7Nach diesem Maßstab bestehen keine Zweifel an der Wirksamkeit der Beschränkung. Der angefochtene Teil des Urteils, der Strafausspruch, kann hier losgelöst von dem nicht angegriffenen Teil der Entscheidung beurteilt werden, ohne eine Prüfung des übrigens Urteilsinhalts notwendig zu machen.

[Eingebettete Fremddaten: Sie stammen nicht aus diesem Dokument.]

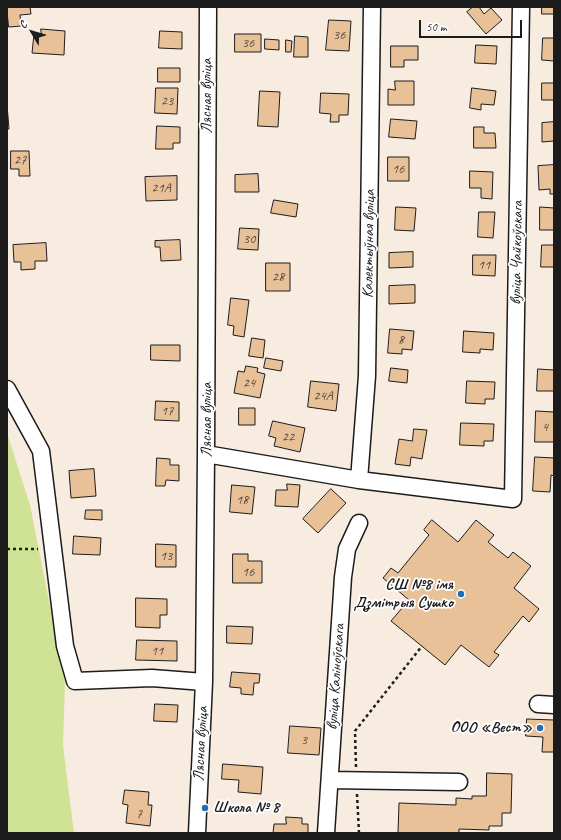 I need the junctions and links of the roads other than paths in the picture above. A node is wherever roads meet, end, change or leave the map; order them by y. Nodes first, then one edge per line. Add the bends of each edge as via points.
1 (208, 7) edge
2 (372, 7) edge
3 (521, 7) edge
4 (7, 389) edge
5 (206, 454) junction
6 (359, 480) junction
7 (359, 523) dead end
8 (204, 682) junction
9 (330, 780) junction
10 (459, 782) dead end
11 (197, 833) edge
12 (326, 833) edge

1 - 5 street, Лясная вуліца
2 - 6 street, Калектыўная вуліца via 367,376
3 - 6 street, вуліца Чайкоўскага via 513,499
4 - 8 street via 40,450 65,646 75,680 152,678
5 - 6 street
5 - 8 street, Лясная вуліца
7 - 9 street, вуліца Каліноўскага via 347,549 343,577
8 - 11 street, Лясная вуліца
9 - 10 street
9 - 12 street, вуліца Каліноўскага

8Der Wirksamkeit der Berufungsbeschränkung steht auch nicht der Umstand entgegen, dass das Verfahren zuvor, aber nach dem amtsgerichtlichen Schuldspruch, gemäß § 154a StPO beschränkt worden war. Zwar ist allgemein anerkannt, dass bei einer Tat, die mit einer anderen in Tateinheit steht, die Beschränkung der Berufung auf einen oder mehrere rechtliche Gesichtspunkte unzulässig ist, weil die Schuldfrage in einem solchen Fall nur einheitlich beurteilt werden kann (OLG Hamm Beschl. v. 12.11.2007 – 2 Ss 360/07, BeckRS 2008, 3529, beck-online). Eine Beschränkung der Berufung auf einen oder mehrere rechtliche Gesichtspunkte innerhalb tateinheitlicher Taten ist hier jedoch nicht erfolgt. Ebenso wenig ist hier nach Beschränkung der Berufung auf die Rechtsfolgen und damit nach Rechtskraft des amtsgerichtlichen Schuldspruchs eine Verfahrensbeschränkung nach § 154a StPO erfolgt. Auch ein solches Vorgehen begegnet rechtlichen Bedenken, da es dann zu einem Eingriff in den bindend gewordenen Teil der Entscheidung käme (vgl. OLG Köln Beschl. v. 27.12.2005 – 83 Ss 72/05, BeckRS 2006, 868, beck-online). Unproblematisch ist es demgegenüber, wenn – wie hier – zunächst eine Verfahrensbeschränkung gemäß § 154a StPO erfolgt und sodann die Berufung auf das Strafmaß beschränkt wird. In einem solchen Fall ist die Verurteilung des ausgeschiedenen Verfahrensteils ohne sachliche Prüfung zu beseitigen und das Berufungsgericht ist nicht genötigt, sich mit dem übrigen Teil des Schuldspruchs zu befassen (Bayerisches Oberstes Landesgericht, Urteil vom 4. Dezember 1968 – RReg 1a St 305/68 –, juris).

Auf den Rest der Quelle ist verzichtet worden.